Doing a manual lowering, that'd mean that the above would result in something like:

ibis.class @User {
  ibis.instance @c, @C
  ibis.var @var : memref<i32>
  ibis.method @wrapper(%arg: !dc.value<!hw.struct<a: i32, b: i32>>) -> !dc.value<i32> {
    // dc.unit.li doesn't have input valid/output done. This would imply that dc.unit.li
    // is an abstraction which sees its internals as having latency-insensitive execution
    // This would then imply that there is a separate pass which converts dc.unit.li to a dc.unit.ls op
    // by taking the body of the dc.unit.li, showing it into a pipeline and connecting the pipeline
    // to the explicit valid/done signals of the dc.unit.ls.
    %1, %2 = ibis.unit.li (%arg : !dc.value<!hw.struct<a: i32, b: i32>>) -> (!dc.value<!hw.struct<a: i32, b: i32>>, !dc.value<i32>) {
      ^bb(%arg: !hw.struct<a: i32, b: i32>)
      %a, %b = hw.struct_explode %arg : !hw.struct<a: i32, b: i32>
      %0 = hw.struct_create (%a, %b) : !hw.struct<a: i32, b: i32>
      return %0, %a : !hw.struct<a: i32, b: i32>, i32
    }
    %x = ibis.call @c::@math(%1): (!dc.value<!hw.struct<a: i32, b: i32>>) -> !dc.value<i32>
    %3 = ibis.unit.li (%x : !dc.value<i32>, %2 : !dc.value<i32>) -> (!dc.value<i1>) {
      ^bb(%x: i32, %2: i32)
      %cmp = arith.cmp slt %x, %a : i32
      return %cmp : i32
    }    

    // scf.if -> dc.branch
    %taken, %not_taken = dc.branch %3

    // === scf.if true body
    // Lowering will analyse the body, figure out which values are live in (%x, %a (=> %2)) and
    // join them with the incoming control token (taken)
    %x_taken = dc.join %taken, %x // short hand for unpacking %x from its token, join, and repacking %x
    %2_taken = dc.join %taken, %2

    // ... here will be the whole loop construct (loop priming register, loop
    // counter, ...). That will then generate a control token for the loop body/
    // The loop body will then be lowered like above, with non-control ops being
    // emitted in a ibis.unit.li, and if a control op is present (i.e. nested loops),
    // we will convert the nested loop body using the incoming control token).

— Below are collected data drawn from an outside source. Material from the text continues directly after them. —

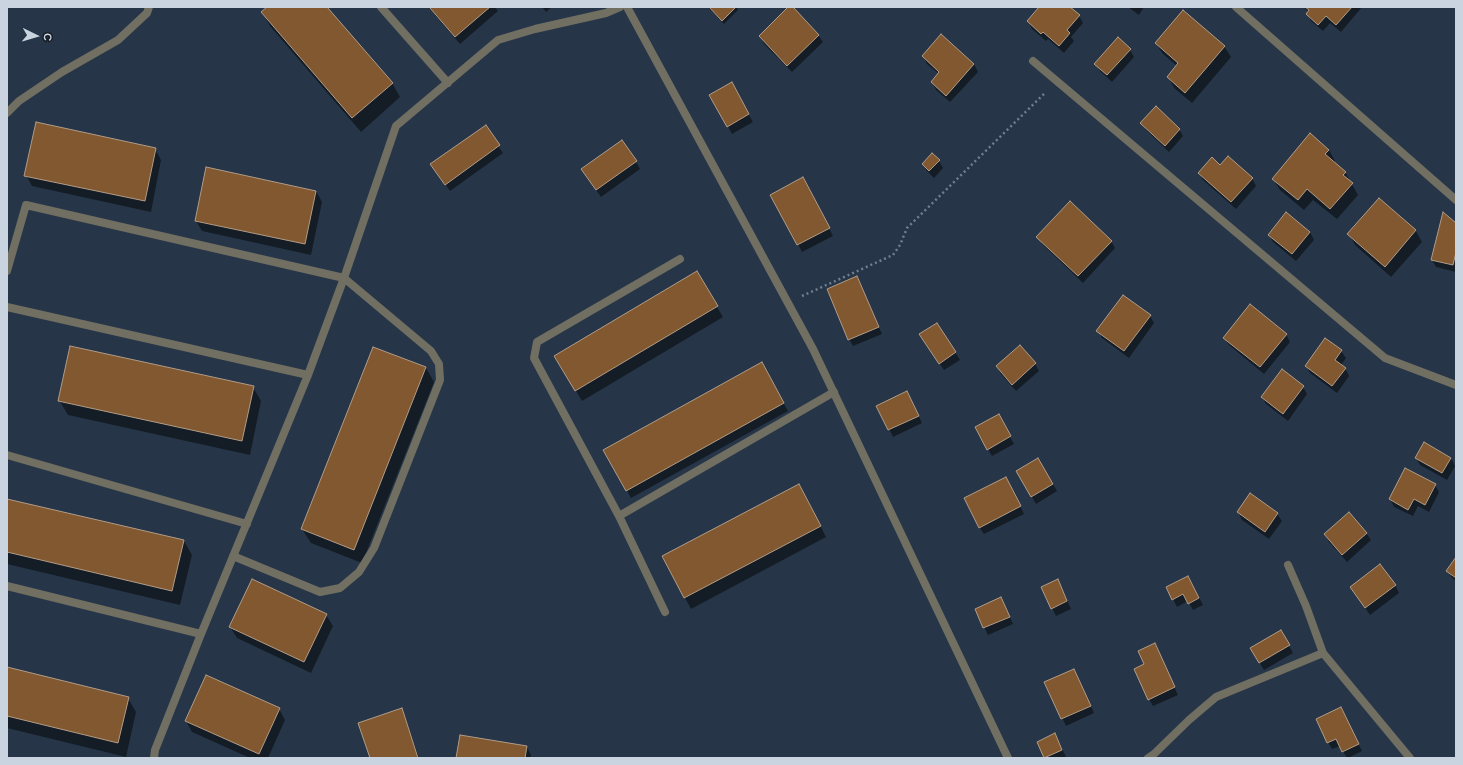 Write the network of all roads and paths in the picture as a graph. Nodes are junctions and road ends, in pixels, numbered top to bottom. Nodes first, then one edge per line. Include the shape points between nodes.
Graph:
1 (149, 7) edge
2 (381, 7) edge
3 (620, 7) edge
4 (627, 7) edge
5 (1236, 7) edge
6 (1033, 61) dead end
7 (1056, 82) junction
8 (448, 83) junction
9 (7, 113) edge
10 (1456, 200) edge
11 (680, 259) dead end
12 (7, 271) edge
13 (344, 278) junction
14 (788, 302) junction
15 (7, 307) edge
16 (308, 374) junction
17 (1456, 385) edge
18 (834, 392) junction
19 (7, 455) edge
20 (619, 516) junction
21 (247, 524) junction
22 (233, 556) junction
23 (1288, 565) dead end
24 (7, 586) edge
25 (665, 612) dead end
26 (201, 634) junction
27 (1323, 653) junction
28 (154, 758) edge
29 (1008, 758) edge
30 (1148, 758) edge
31 (1410, 758) edge

1 - 9 street via 147,13 118,40 62,72 19,101
2 - 8 street
3 - 8 street via 606,13 498,40
4 - 14 street
5 - 10 street
6 - 7 street
7 - 14 path via 908,228 893,255
7 - 17 street via 1385,358
8 - 13 street via 396,126
11 - 20 street via 537,342 534,358
12 - 13 street via 26,205
13 - 16 street
13 - 22 street via 430,351 439,364 440,380 374,548 359,572 340,588 320,592
14 - 18 street
15 - 16 street
16 - 21 street
18 - 20 street
18 - 29 street
19 - 21 street
20 - 25 street
21 - 22 street
22 - 26 street
23 - 27 street
24 - 26 street
26 - 28 street
27 - 30 street via 1216,697
27 - 31 street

    %loop_done = ... : !dc.token

    // === scf.if false body -
    // lowering will analyse the body, figure out which values are live in (%x) and
    // join them with the incoming control token (not_taken)
    %x_not_taken = dc.join %taken, %x
    %x2 = ibis.unit.li (%x_not_taken : !dc.value<i32>) {
      ^bb(%x: i32)
      %this = ibis.path [#ibis.step<parent : !ibis.scoperef<@User>>]
      memref.store %x, %var : memref<i32>
      return %x : i32
    }

    // End of scf.if lowering - each branch will have an outgoing control token
    // registered 
    %if_done = dc.merge %loop_done, %x2
    %x_ret = dc.join %if_done, %x
    ibis.return %x_ret : i32
  }
}

Now obviously, there is a lot of that stuff that is essentially a no-op (like the first ibis.unit) but that would get optimized away at a later stage - the important thing is the procedure of switching between stuffing things into ibis.unit ops, and lowering control flow constructs.
Secondly, we'd for the above be using the "public" SCF-to-DC lowering pattern library alongside patterns for our custom Ibis ops. And lastly, as a nit, you mention CF a couple of times in the prior discussion - AFAIK, we're not going to encounter unstructured control flow, hence there should be no need to consider CF here, since all structured control flow can be raised to SCF now (https://reviews.llvm.org/D156889).